TRY IT: Print the entries exactly; skip the pictures.

(Dataset records)

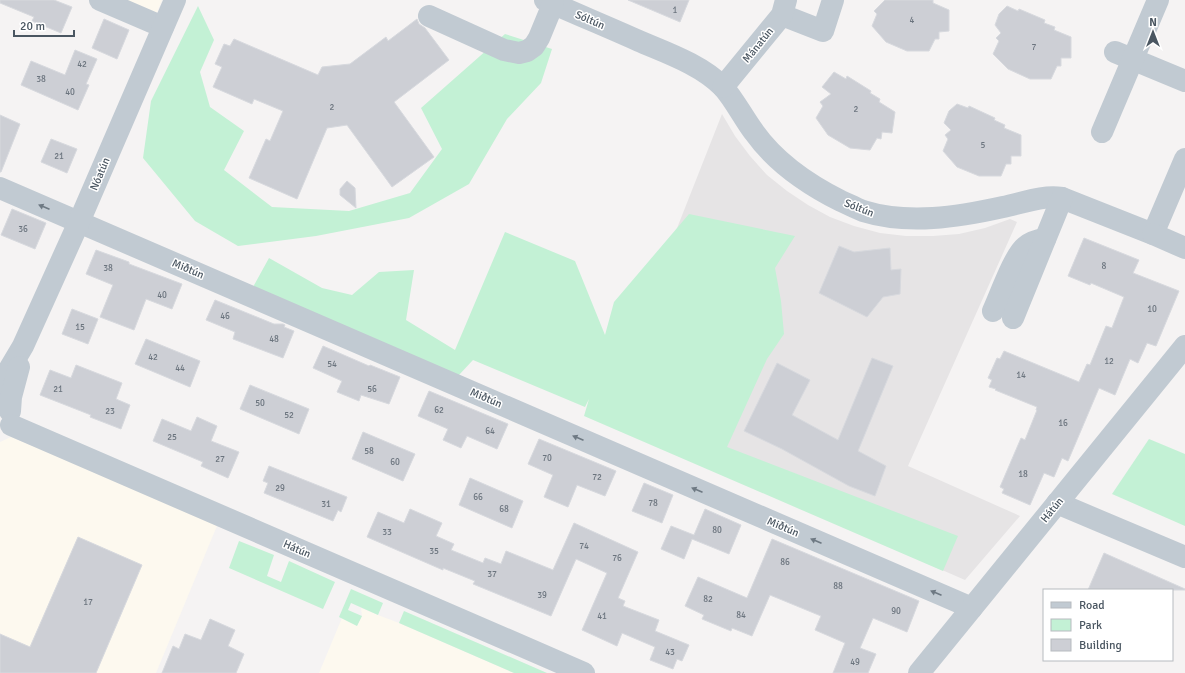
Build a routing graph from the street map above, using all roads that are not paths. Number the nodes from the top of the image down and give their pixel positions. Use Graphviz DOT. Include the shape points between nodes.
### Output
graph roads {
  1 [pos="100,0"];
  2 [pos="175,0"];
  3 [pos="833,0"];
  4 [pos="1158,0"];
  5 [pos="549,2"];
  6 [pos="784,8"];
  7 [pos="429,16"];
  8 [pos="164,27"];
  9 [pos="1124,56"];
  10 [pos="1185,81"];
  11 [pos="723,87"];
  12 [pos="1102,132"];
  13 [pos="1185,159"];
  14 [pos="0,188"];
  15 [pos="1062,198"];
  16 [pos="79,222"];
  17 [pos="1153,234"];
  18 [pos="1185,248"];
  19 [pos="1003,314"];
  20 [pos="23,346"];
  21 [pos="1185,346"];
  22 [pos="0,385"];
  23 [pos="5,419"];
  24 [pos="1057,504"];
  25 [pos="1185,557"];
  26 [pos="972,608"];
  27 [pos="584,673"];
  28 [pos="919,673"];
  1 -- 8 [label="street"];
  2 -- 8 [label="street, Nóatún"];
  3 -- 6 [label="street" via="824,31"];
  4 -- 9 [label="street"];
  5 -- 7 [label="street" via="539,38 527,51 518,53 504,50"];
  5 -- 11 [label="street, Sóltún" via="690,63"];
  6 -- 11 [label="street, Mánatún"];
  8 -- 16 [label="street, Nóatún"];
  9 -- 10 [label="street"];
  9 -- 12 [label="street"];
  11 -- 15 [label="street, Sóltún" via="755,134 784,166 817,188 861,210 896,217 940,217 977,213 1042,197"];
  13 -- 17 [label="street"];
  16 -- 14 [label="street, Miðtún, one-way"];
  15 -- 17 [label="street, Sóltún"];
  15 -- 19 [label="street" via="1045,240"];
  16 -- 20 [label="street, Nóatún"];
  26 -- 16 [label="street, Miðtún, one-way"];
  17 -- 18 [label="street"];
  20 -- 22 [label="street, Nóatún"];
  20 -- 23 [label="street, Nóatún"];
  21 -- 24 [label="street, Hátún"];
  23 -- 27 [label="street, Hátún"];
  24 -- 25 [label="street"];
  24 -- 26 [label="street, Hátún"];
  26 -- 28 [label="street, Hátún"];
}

COMPLETED TASK:
Build a routing graph from the street map above, using all roads that are not paths. Number the nodes from the top of the image down and give their pixel positions. Use Graphviz DOT. Include the shape points between nodes.
### Output
graph roads {
  1 [pos="100,0"];
  2 [pos="175,0"];
  3 [pos="833,0"];
  4 [pos="1158,0"];
  5 [pos="549,2"];
  6 [pos="784,8"];
  7 [pos="429,16"];
  8 [pos="164,27"];
  9 [pos="1124,56"];
  10 [pos="1185,81"];
  11 [pos="723,87"];
  12 [pos="1102,132"];
  13 [pos="1185,159"];
  14 [pos="0,188"];
  15 [pos="1062,198"];
  16 [pos="79,222"];
  17 [pos="1153,234"];
  18 [pos="1185,248"];
  19 [pos="1003,314"];
  20 [pos="23,346"];
  21 [pos="1185,346"];
  22 [pos="0,385"];
  23 [pos="5,419"];
  24 [pos="1057,504"];
  25 [pos="1185,557"];
  26 [pos="972,608"];
  27 [pos="584,673"];
  28 [pos="919,673"];
  1 -- 8 [label="street"];
  2 -- 8 [label="street, Nóatún"];
  3 -- 6 [label="street" via="824,31"];
  4 -- 9 [label="street"];
  5 -- 7 [label="street" via="539,38 527,51 518,53 504,50"];
  5 -- 11 [label="street, Sóltún" via="690,63"];
  6 -- 11 [label="street, Mánatún"];
  8 -- 16 [label="street, Nóatún"];
  9 -- 10 [label="street"];
  9 -- 12 [label="street"];
  11 -- 15 [label="street, Sóltún" via="755,134 784,166 817,188 861,210 896,217 940,217 977,213 1042,197"];
  13 -- 17 [label="street"];
  16 -- 14 [label="street, Miðtún, one-way"];
  15 -- 17 [label="street, Sóltún"];
  15 -- 19 [label="street" via="1045,240"];
  16 -- 20 [label="street, Nóatún"];
  26 -- 16 [label="street, Miðtún, one-way"];
  17 -- 18 [label="street"];
  20 -- 22 [label="street, Nóatún"];
  20 -- 23 [label="street, Nóatún"];
  21 -- 24 [label="street, Hátún"];
  23 -- 27 [label="street, Hátún"];
  24 -- 25 [label="street"];
  24 -- 26 [label="street, Hátún"];
  26 -- 28 [label="street, Hátún"];
}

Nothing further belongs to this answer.